RECORDS:
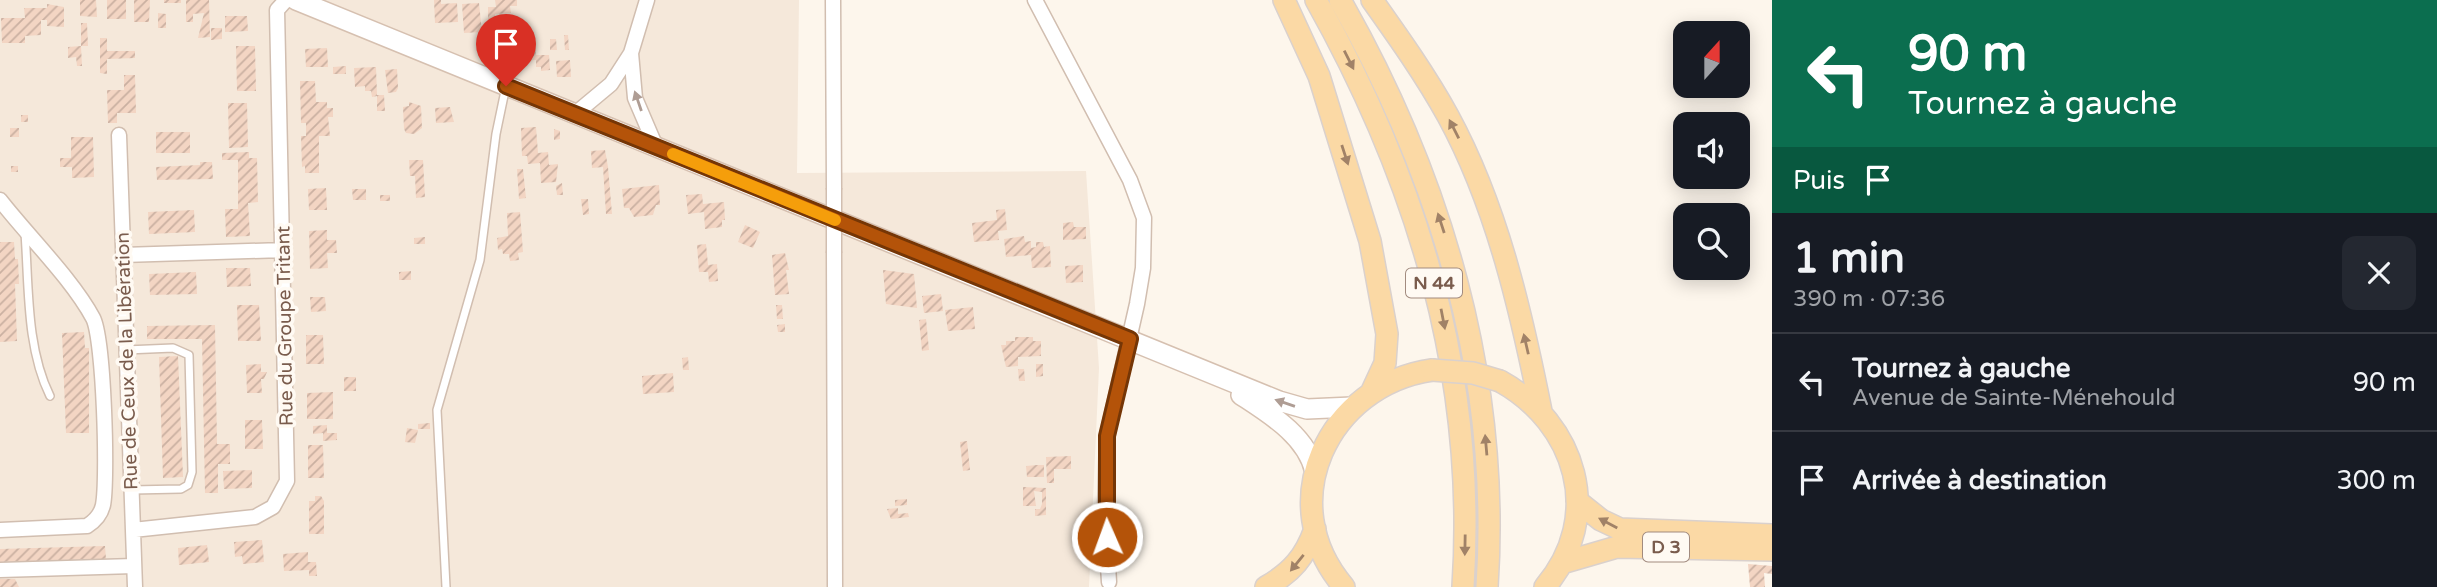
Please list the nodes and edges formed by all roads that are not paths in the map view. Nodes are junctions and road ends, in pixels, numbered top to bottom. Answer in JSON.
{"nodes":[{"id":1,"x":286,"y":0,"type":"edge"},
{"id":2,"x":296,"y":0,"type":"edge"},
{"id":3,"x":647,"y":0,"type":"edge"},
{"id":4,"x":833,"y":0,"type":"edge"},
{"id":5,"x":1035,"y":0,"type":"edge"},
{"id":6,"x":1284,"y":0,"type":"edge"},
{"id":7,"x":1316,"y":0,"type":"edge"},
{"id":8,"x":1340,"y":0,"type":"edge"},
{"id":9,"x":1372,"y":0,"type":"edge"},
{"id":10,"x":631,"y":53,"type":"junction"},
{"id":11,"x":506,"y":86,"type":"junction"},
{"id":12,"x":575,"y":114,"type":"junction"},
{"id":13,"x":119,"y":135,"type":"dead end"},
{"id":14,"x":656,"y":147,"type":"junction"},
{"id":15,"x":0,"y":200,"type":"edge"},
{"id":16,"x":25,"y":232,"type":"junction"},
{"id":17,"x":283,"y":250,"type":"junction"},
{"id":18,"x":123,"y":256,"type":"junction"},
{"id":19,"x":1130,"y":339,"type":"junction"},
{"id":20,"x":126,"y":350,"type":"junction"},
{"id":21,"x":1202,"y":370,"type":"junction"},
{"id":22,"x":1372,"y":391,"type":"junction"},
{"id":23,"x":50,"y":396,"type":"dead end"},
{"id":24,"x":1352,"y":407,"type":"junction"},
{"id":25,"x":1541,"y":411,"type":"junction"},
{"id":26,"x":1315,"y":472,"type":"junction"},
{"id":27,"x":132,"y":490,"type":"junction"},
{"id":28,"x":1577,"y":501,"type":"junction"},
{"id":29,"x":1315,"y":529,"type":"junction"},
{"id":30,"x":0,"y":530,"type":"edge"},
{"id":31,"x":133,"y":530,"type":"junction"},
{"id":32,"x":1772,"y":535,"type":"edge"},
{"id":33,"x":1772,"y":550,"type":"edge"},
{"id":34,"x":134,"y":566,"type":"junction"},
{"id":35,"x":0,"y":570,"type":"edge"},
{"id":36,"x":1552,"y":579,"type":"edge"},
{"id":37,"x":1109,"y":582,"type":"dead end"},
{"id":38,"x":135,"y":587,"type":"edge"},
{"id":39,"x":446,"y":587,"type":"edge"},
{"id":40,"x":835,"y":587,"type":"edge"},
{"id":41,"x":1266,"y":587,"type":"edge"},
{"id":42,"x":1344,"y":587,"type":"edge"},
{"id":43,"x":1463,"y":587,"type":"edge"},
{"id":44,"x":1488,"y":587,"type":"edge"}],
"edges":[{"from":1,"to":17,"type":"street","name":"Rue du Groupe Tritant"},
{"from":2,"to":11,"type":"main road"},
{"from":3,"to":10,"type":"street"},
{"from":4,"to":40,"type":"street","bridge":true},
{"from":5,"to":19,"type":"street"},
{"from":6,"to":22,"type":"main road","one_way":true},
{"from":7,"to":43,"type":"main road","number":"N 44","one_way":true},
{"from":44,"to":8,"type":"main road","number":"N 44","one_way":true},
{"from":25,"to":9,"type":"main road","one_way":true},
{"from":10,"to":12,"type":"street"},
{"from":14,"to":10,"type":"street","one_way":true},
{"from":11,"to":12,"type":"main road"},
{"from":11,"to":39,"type":"lane"},
{"from":12,"to":14,"type":"main road"},
{"from":13,"to":18,"type":"street","name":"Rue de Ceux de la Libération"},
{"from":14,"to":19,"type":"main road"},
{"from":15,"to":16,"type":"street"},
{"from":16,"to":23,"type":"lane"},
{"from":16,"to":30,"type":"street"},
{"from":17,"to":18,"type":"street"},
{"from":17,"to":31,"type":"street","name":"Rue du Groupe Tritant"},
{"from":18,"to":20,"type":"street","name":"Rue de Ceux de la Libération"},
{"from":19,"to":21,"type":"main road"},
{"from":19,"to":37,"type":"street"},
{"from":20,"to":27,"type":"street","name":"Rue de Ceux de la Libération"},
{"from":20,"to":27,"type":"lane"},
{"from":24,"to":21,"type":"main road","one_way":true},
{"from":21,"to":26,"type":"main road"},
{"from":22,"to":24,"type":"main road"},
{"from":22,"to":25,"type":"main road","bridge":true},
{"from":24,"to":26,"type":"main road"},
{"from":25,"to":28,"type":"main road"},
{"from":26,"to":29,"type":"main road"},
{"from":27,"to":31,"type":"street","name":"Rue de Ceux de la Libération"},
{"from":32,"to":28,"type":"main road","number":"D 3","one_way":true},
{"from":28,"to":36,"type":"main road"},
{"from":29,"to":41,"type":"main road","one_way":true},
{"from":29,"to":42,"type":"main road"},
{"from":31,"to":34,"type":"street","name":"Rue de Ceux de la Libération"},
{"from":33,"to":36,"type":"main road","number":"D 3"},
{"from":34,"to":35,"type":"street"},
{"from":34,"to":38,"type":"street","name":"Rue de Ceux de la Libération"}]}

TO DO:
Restate all of the material word for word. Keep out every picture.

WRITTEN ANSWER:
Please list the nodes and edges formed by all roads that are not paths in the map view. Nodes are junctions and road ends, in pixels, numbered top to bottom. Answer in JSON.
{"nodes":[{"id":1,"x":286,"y":0,"type":"edge"},
{"id":2,"x":296,"y":0,"type":"edge"},
{"id":3,"x":647,"y":0,"type":"edge"},
{"id":4,"x":833,"y":0,"type":"edge"},
{"id":5,"x":1035,"y":0,"type":"edge"},
{"id":6,"x":1284,"y":0,"type":"edge"},
{"id":7,"x":1316,"y":0,"type":"edge"},
{"id":8,"x":1340,"y":0,"type":"edge"},
{"id":9,"x":1372,"y":0,"type":"edge"},
{"id":10,"x":631,"y":53,"type":"junction"},
{"id":11,"x":506,"y":86,"type":"junction"},
{"id":12,"x":575,"y":114,"type":"junction"},
{"id":13,"x":119,"y":135,"type":"dead end"},
{"id":14,"x":656,"y":147,"type":"junction"},
{"id":15,"x":0,"y":200,"type":"edge"},
{"id":16,"x":25,"y":232,"type":"junction"},
{"id":17,"x":283,"y":250,"type":"junction"},
{"id":18,"x":123,"y":256,"type":"junction"},
{"id":19,"x":1130,"y":339,"type":"junction"},
{"id":20,"x":126,"y":350,"type":"junction"},
{"id":21,"x":1202,"y":370,"type":"junction"},
{"id":22,"x":1372,"y":391,"type":"junction"},
{"id":23,"x":50,"y":396,"type":"dead end"},
{"id":24,"x":1352,"y":407,"type":"junction"},
{"id":25,"x":1541,"y":411,"type":"junction"},
{"id":26,"x":1315,"y":472,"type":"junction"},
{"id":27,"x":132,"y":490,"type":"junction"},
{"id":28,"x":1577,"y":501,"type":"junction"},
{"id":29,"x":1315,"y":529,"type":"junction"},
{"id":30,"x":0,"y":530,"type":"edge"},
{"id":31,"x":133,"y":530,"type":"junction"},
{"id":32,"x":1772,"y":535,"type":"edge"},
{"id":33,"x":1772,"y":550,"type":"edge"},
{"id":34,"x":134,"y":566,"type":"junction"},
{"id":35,"x":0,"y":570,"type":"edge"},
{"id":36,"x":1552,"y":579,"type":"edge"},
{"id":37,"x":1109,"y":582,"type":"dead end"},
{"id":38,"x":135,"y":587,"type":"edge"},
{"id":39,"x":446,"y":587,"type":"edge"},
{"id":40,"x":835,"y":587,"type":"edge"},
{"id":41,"x":1266,"y":587,"type":"edge"},
{"id":42,"x":1344,"y":587,"type":"edge"},
{"id":43,"x":1463,"y":587,"type":"edge"},
{"id":44,"x":1488,"y":587,"type":"edge"}],
"edges":[{"from":1,"to":17,"type":"street","name":"Rue du Groupe Tritant"},
{"from":2,"to":11,"type":"main road"},
{"from":3,"to":10,"type":"street"},
{"from":4,"to":40,"type":"street","bridge":true},
{"from":5,"to":19,"type":"street"},
{"from":6,"to":22,"type":"main road","one_way":true},
{"from":7,"to":43,"type":"main road","number":"N 44","one_way":true},
{"from":44,"to":8,"type":"main road","number":"N 44","one_way":true},
{"from":25,"to":9,"type":"main road","one_way":true},
{"from":10,"to":12,"type":"street"},
{"from":14,"to":10,"type":"street","one_way":true},
{"from":11,"to":12,"type":"main road"},
{"from":11,"to":39,"type":"lane"},
{"from":12,"to":14,"type":"main road"},
{"from":13,"to":18,"type":"street","name":"Rue de Ceux de la Libération"},
{"from":14,"to":19,"type":"main road"},
{"from":15,"to":16,"type":"street"},
{"from":16,"to":23,"type":"lane"},
{"from":16,"to":30,"type":"street"},
{"from":17,"to":18,"type":"street"},
{"from":17,"to":31,"type":"street","name":"Rue du Groupe Tritant"},
{"from":18,"to":20,"type":"street","name":"Rue de Ceux de la Libération"},
{"from":19,"to":21,"type":"main road"},
{"from":19,"to":37,"type":"street"},
{"from":20,"to":27,"type":"street","name":"Rue de Ceux de la Libération"},
{"from":20,"to":27,"type":"lane"},
{"from":24,"to":21,"type":"main road","one_way":true},
{"from":21,"to":26,"type":"main road"},
{"from":22,"to":24,"type":"main road"},
{"from":22,"to":25,"type":"main road","bridge":true},
{"from":24,"to":26,"type":"main road"},
{"from":25,"to":28,"type":"main road"},
{"from":26,"to":29,"type":"main road"},
{"from":27,"to":31,"type":"street","name":"Rue de Ceux de la Libération"},
{"from":32,"to":28,"type":"main road","number":"D 3","one_way":true},
{"from":28,"to":36,"type":"main road"},
{"from":29,"to":41,"type":"main road","one_way":true},
{"from":29,"to":42,"type":"main road"},
{"from":31,"to":34,"type":"street","name":"Rue de Ceux de la Libération"},
{"from":33,"to":36,"type":"main road","number":"D 3"},
{"from":34,"to":35,"type":"street"},
{"from":34,"to":38,"type":"street","name":"Rue de Ceux de la Libération"}]}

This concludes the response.